OK, but what about interference? Early cordless phones would buzz when you used them near appliances. They used a single frequency, like a radio or a television, and if an appliance made noise on the frequency, you would get buzz. After a while higher frequencies, like 900 MHz came along, and they moved to 'digital signals' (which means they make it into packets... but each maker does it their own way.) which made things a little better, but there were still problems with interference and crosstalk. So then 'Digital Spread Spectrum' came out. What's that? Well, it means that instead of using one frequency, the cordless phone and base station listen for other radios on a bunch of frequencies, and avoids interference by using (aka "hopping" to) the ones with the least noise.

So when a military RADAR scans at your car, if the car were using wireless LAN technology, the car starts discarding 99% of the packets coming on the frequency it was using, assumes there are others using it, and the remote and car switch to a less crowded one instead.

A radio that has things like frequency hopping, packets and security is what you need when there are a lot of devices sharing the same radio space, without causing gaps in conversations, or trunks of cars to open at random intervals. Common devices can share less radio space, and we can reclaim the frequencies allocated to other uses. Another benefit of this technology is that wlan radios adjust their power levels to only send at the minimum power required to communicate. Those who worry, rightly or wrongly about long term exposure to radio waves, can take comfort that smart radios will use less power, and the total amount of radio transmissions will be reduced by all devices being able to share a single base station.

Today, the hardware for a wlan interface costs on the order of 20$. This is a lot for some forms of consumer electronics (think DVD remote control), but standardization will also drive down costs, since the market for them will be vast, and no-one will have to develop company specific radio hardware, and all devices will be able to listen and talk to eachother.

So it won't cost much, it will allow us to use radio frequencies for other purposes, but what is the win for the consumer? Well, using the same system as computers means you have a gateway to computers. Anything you can send over this short range radio, can be sent to a common base station, and then sent anywhere over the internet.

OK... instead of a cordless phone with a base station for that brand of phone, all the cordless phones ( like this one... ) will work with any wireless base station. They use Voice over Internet Protocols, and soft PBX's (like this one: implemented on computers to give any home a complete industrial strength phone system. No such thing as a busy tone. Someone phones your home to talk to your teenager. Your spouse is conversing with his/her mother and you can still receive calls at the same time. There would be a few tests to pass before the phone actually rings in the house. Phone numbers of people you know would be let directly through, others would have to answer some questions first. Gone are the days of heat pump salesmen interrupting your dinner. Cell phones are basically history. People will have bandwidth available everywhere, and calls will be free.

If the car and the house speak to each other, you tell your home entertainment system to send the new disney movie to the car, so that the kids can watch it on the way to grandma's, don't have to carry anything. You can use the tv remote to start the car so it is warm when you get there, and find out if you need to get gas, and if the tire pressure is low.

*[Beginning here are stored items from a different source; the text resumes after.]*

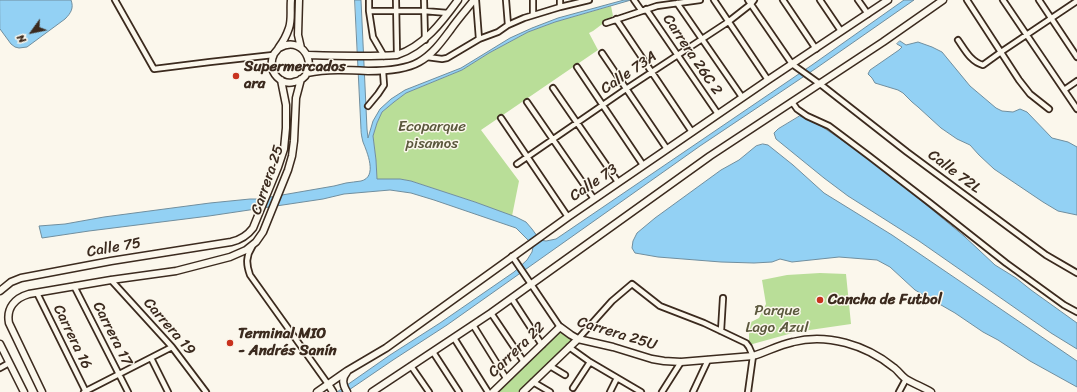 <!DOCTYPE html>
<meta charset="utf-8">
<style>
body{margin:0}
#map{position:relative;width:1077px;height:392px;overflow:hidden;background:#fbf7ec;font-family:Sriracha,sans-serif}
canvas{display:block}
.north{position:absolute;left:12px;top:12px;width:40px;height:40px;-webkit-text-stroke:3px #fbf7ec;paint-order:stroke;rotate:237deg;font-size:11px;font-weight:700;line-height:16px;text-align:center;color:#3b2a1e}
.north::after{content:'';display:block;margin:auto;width:14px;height:18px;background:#3b2a1e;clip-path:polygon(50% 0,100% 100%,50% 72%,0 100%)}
</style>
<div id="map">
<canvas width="1077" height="392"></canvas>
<div class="north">N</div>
</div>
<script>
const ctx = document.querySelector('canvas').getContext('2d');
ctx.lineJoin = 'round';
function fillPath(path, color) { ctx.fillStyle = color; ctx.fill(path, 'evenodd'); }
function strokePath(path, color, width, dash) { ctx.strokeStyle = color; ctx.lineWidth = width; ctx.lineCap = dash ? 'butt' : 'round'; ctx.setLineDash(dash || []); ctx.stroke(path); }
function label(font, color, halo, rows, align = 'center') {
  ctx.font = font + ' Sriracha,sans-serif'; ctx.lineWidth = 3; ctx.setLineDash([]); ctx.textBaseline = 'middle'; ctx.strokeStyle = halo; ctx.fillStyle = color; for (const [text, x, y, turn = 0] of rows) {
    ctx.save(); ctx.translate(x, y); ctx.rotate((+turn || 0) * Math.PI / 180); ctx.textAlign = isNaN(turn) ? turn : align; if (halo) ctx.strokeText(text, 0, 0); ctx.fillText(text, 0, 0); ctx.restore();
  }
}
fillPath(new Path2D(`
 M611 6 613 16 593 31 589 33 598 50 481 130 519 181 512 216 475 202 411 181 400 179H377L376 160 373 136 377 123 382 112 394 102 406 93 462 70 489 53 528 32 555 22Z
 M820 273 846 274 851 324 796 332 749 345V323L759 318 766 304 762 280 787 275Z
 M561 330 573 340 518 392H497Z`), '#b9de98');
const water = new Path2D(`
 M0 0H71C74 8 71 13 65 19L27 47 19 48 15 47 11 44 0 29Z
 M355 0H361L367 129 368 138 373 121 380 109 391 99 405 90 461 68 510 38 532 28 558 18 624 0H631L555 22 528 32 489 53 462 70 406 93 394 102 382 112 377 123 373 136 376 160 377 179H400L411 181 475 202 516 217 526 222 532 229 540 240 546 241 556 239 812 65 904 0H914L815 69 700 146 447 325 393 360 346 392H337L390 355 440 323 514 272 527 260 532 252 533 247 531 243 516 228 434 200 411 193 390 190 344 194 323 199 209 216 89 231 42 238 39 226 65 224 104 217 210 203 250 199H259L334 186C338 185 342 184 346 183 351 182 356 182 361 181 378 177 367 152 363 142 362 138 361 134 361 130Z
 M900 41 906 45 918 42 932 47 942 52 970 86 996 108 1002 111 1013 112 1020 109 1027 112 1052 138 1068 142 1077 147V215L1058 211 1043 202 994 169 979 155 970 145 957 139 941 128 918 107 912 102 903 93 898 90 875 83 872 78 868 74 870 70 899 50 902 47 897 44Z
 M800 116 821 126 833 134 878 165 964 236 995 265 1016 278 1031 290 1077 323V349L1051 333 919 241 848 196 824 178 776 139 774 133 778 129Z
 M763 144 768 145 793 165 824 193 892 235 1077 361V387L1030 361 998 340 983 332 955 313 915 290 890 267 877 260 839 257 792 262 780 259 772 262 754 263 721 262 658 257 635 253 632 248 633 241 637 233 655 218 721 170 739 160 756 146Z`);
fillPath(water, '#93d1f4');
strokePath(water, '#708e9e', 1);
const street = new Path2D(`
 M115 0 154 69 210 62 273 55
 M369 0V11L373 37 384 56
 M396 0 397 55
 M424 0 425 40
 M476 0 479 39
 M506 0 508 25
 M560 0V7
 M634 0 641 10
 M714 0 768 80
 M748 0 792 64 824 87 907 152 1046 255 1077 273
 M783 0 816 49
 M820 0 841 31
 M858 0 868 14
 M967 0 1019 80 1030 94 1049 109
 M1003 0 1077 109
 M1039 0 1077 57
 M677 3 742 97
 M646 9 718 114
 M369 11H424L448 13
 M533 15V0
 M616 19 692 132
 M606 23 657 6 700 0
 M958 40C965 50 971 62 983 65L1001 52 1077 1
 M602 53 667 149
 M427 57 442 59 447 58 479 39 498 32 508 25 524 18 560 7 589 0
 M577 67 643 165
 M553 88 618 182
 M1064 90 1077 81
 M527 102 594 199
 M792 102 797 109 807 116 829 126 869 156 930 203 1006 263 1064 305 1077 312
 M368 106 378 94 384 85 383 71
 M501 118 568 217
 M517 164 626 89 728 22 751 4 754 0
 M252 247C246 256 246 264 250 275L328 384
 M512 256 560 327
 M111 280 172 347 206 392
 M74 286 128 392
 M37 293 86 392
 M512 299 542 345
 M491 313 524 362
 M473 325 506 378
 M721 331 723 298
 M454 338 488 392
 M578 339 612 301 632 284 660 306 704 323 746 343 749 347 753 356 748 392
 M569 347 590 362 641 392
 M433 352 459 392
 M151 358 168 392
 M411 366 429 392
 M550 366 565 375
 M0 368 9 363
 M533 382 550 392
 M573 388 590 362
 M84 392 172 347
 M610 392 617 378
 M662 392 681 362
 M693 392 708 360
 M899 392 906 379`);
const secondary = new Path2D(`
 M299 0 298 35 301 48
 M279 48C307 32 322 77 294 82 288 84 282 82 277 77 271 71 270 62 274 54 275 52 278 50 279 47 283 42 287 34 289 28 292 20 290 9 291 0
 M307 55C338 56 367 57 397 55 424 46 442 22 458 0
 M307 73C328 69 348 70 368 71 385 71 405 70 419 62 433 54 442 41 451 29 458 19 466 10 474 0
 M0 291 11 282 21 278 111 261 231 242C240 240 247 236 253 228L278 167 284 149 286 128V105L281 80
 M0 344 24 392
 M347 372C341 379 343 385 347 392
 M328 384 333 392
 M42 392 9 323C6 308 15 298 29 294L111 280 176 271 230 257 246 250 256 242 263 232 288 170 292 156 294 141 296 98 301 79
 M317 392 347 371 386 348 568 217 768 80 888 0
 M372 392 491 313 710 156 883 42 943 0
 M493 392 560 327 571 335 578 339 613 347 652 359 664 361 681 362 753 356C766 352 779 345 793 342 827 333 866 345 893 367 898 370 901 376 906 379 914 384 923 387 931 392
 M523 392 578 339`);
strokePath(street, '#3b2a1e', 8);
strokePath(secondary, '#3b2a1e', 9);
strokePath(street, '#fbf7ec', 4.5);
strokePath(secondary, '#fbf7ec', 6);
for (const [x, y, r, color] of [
 [236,76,4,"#c8321e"],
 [820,300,4,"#c8321e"],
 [230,343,4,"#c8321e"]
]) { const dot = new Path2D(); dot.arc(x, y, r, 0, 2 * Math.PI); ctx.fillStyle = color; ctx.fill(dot); strokePath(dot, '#fbf7ec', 1.5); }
label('15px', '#3b2a1e', '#fbf7ec', [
 ["Carrera 26C 2",692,55,56],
 ["Calle 73A",629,73,-34],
 ["Calle 72L",954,172,37],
 ["Carrera 25",268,180,-71],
 ["Calle 73",594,183,-34],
 ["Calle 75",114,248,-10],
 ["Carrera 19",169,327,49],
 ["Carrera 17",112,334,63],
 ["Carrera 25U",617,334,17],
 ["Carrera 16",72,337,64],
 ["Carrera 22",517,350,-44]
]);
label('bold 15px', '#3b2a1e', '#fbf7ec', [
 ["Supermercados",244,67],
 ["ara",244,84],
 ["Cancha de Futbol",828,300],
 ["Terminal MIO",238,334],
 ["- Andrés Sanín",238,351]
], 'left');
label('15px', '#5a573c', '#fbf7ec', [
 ["Ecoparque",432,127],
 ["pisamos",432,144],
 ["Parque",777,311],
 ["Lago Azul",777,328]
]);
</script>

It is hard to come up with good examples of how this will change everything, but it will do it, in some way that we cannot forsee right now. It would be a multi-billion dollar win for society, but it needs a network effect to get started.

This is all easy stuff to do at a technical level. It isn't hard, it just needs people who are in different industries to talk to each other. If you take existing wireless lan technologies, layer web servers on top of it, and XML for communications, then all of these things are just a matter of agreeing on things. proposing a law or a regulatory requirement might give just the push we need.